# Supplied data

━━━━━━━━━━━━━━━━

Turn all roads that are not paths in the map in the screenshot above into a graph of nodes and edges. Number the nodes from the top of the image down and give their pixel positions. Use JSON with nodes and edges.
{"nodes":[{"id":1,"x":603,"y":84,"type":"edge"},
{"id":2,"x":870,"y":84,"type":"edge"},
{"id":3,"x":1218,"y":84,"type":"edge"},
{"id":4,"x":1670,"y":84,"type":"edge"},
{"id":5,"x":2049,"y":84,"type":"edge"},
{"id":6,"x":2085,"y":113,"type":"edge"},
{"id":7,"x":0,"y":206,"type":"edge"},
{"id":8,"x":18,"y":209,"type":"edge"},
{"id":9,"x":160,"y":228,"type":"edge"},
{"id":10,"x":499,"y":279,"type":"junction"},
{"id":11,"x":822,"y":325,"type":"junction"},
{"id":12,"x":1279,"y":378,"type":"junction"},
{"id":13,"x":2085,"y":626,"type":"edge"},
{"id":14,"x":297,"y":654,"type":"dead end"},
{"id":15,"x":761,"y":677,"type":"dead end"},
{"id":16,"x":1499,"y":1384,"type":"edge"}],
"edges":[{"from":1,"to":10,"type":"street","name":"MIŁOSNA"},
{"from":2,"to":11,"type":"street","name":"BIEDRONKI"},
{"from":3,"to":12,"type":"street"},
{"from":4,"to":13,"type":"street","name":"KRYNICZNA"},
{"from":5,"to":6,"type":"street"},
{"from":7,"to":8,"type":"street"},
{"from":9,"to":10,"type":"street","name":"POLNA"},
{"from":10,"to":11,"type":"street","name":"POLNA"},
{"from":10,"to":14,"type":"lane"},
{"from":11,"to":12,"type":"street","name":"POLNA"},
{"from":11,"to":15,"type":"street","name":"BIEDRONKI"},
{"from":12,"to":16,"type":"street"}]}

━━━━━━━━━━━━━━━━

# Task prompt
Write out the whole listing exactly.

# Output of the task
Turn all roads that are not paths in the map in the screenshot above into a graph of nodes and edges. Number the nodes from the top of the image down and give their pixel positions. Use JSON with nodes and edges.
{"nodes":[{"id":1,"x":603,"y":84,"type":"edge"},
{"id":2,"x":870,"y":84,"type":"edge"},
{"id":3,"x":1218,"y":84,"type":"edge"},
{"id":4,"x":1670,"y":84,"type":"edge"},
{"id":5,"x":2049,"y":84,"type":"edge"},
{"id":6,"x":2085,"y":113,"type":"edge"},
{"id":7,"x":0,"y":206,"type":"edge"},
{"id":8,"x":18,"y":209,"type":"edge"},
{"id":9,"x":160,"y":228,"type":"edge"},
{"id":10,"x":499,"y":279,"type":"junction"},
{"id":11,"x":822,"y":325,"type":"junction"},
{"id":12,"x":1279,"y":378,"type":"junction"},
{"id":13,"x":2085,"y":626,"type":"edge"},
{"id":14,"x":297,"y":654,"type":"dead end"},
{"id":15,"x":761,"y":677,"type":"dead end"},
{"id":16,"x":1499,"y":1384,"type":"edge"}],
"edges":[{"from":1,"to":10,"type":"street","name":"MIŁOSNA"},
{"from":2,"to":11,"type":"street","name":"BIEDRONKI"},
{"from":3,"to":12,"type":"street"},
{"from":4,"to":13,"type":"street","name":"KRYNICZNA"},
{"from":5,"to":6,"type":"street"},
{"from":7,"to":8,"type":"street"},
{"from":9,"to":10,"type":"street","name":"POLNA"},
{"from":10,"to":11,"type":"street","name":"POLNA"},
{"from":10,"to":14,"type":"lane"},
{"from":11,"to":12,"type":"street","name":"POLNA"},
{"from":11,"to":15,"type":"street","name":"BIEDRONKI"},
{"from":12,"to":16,"type":"street"}]}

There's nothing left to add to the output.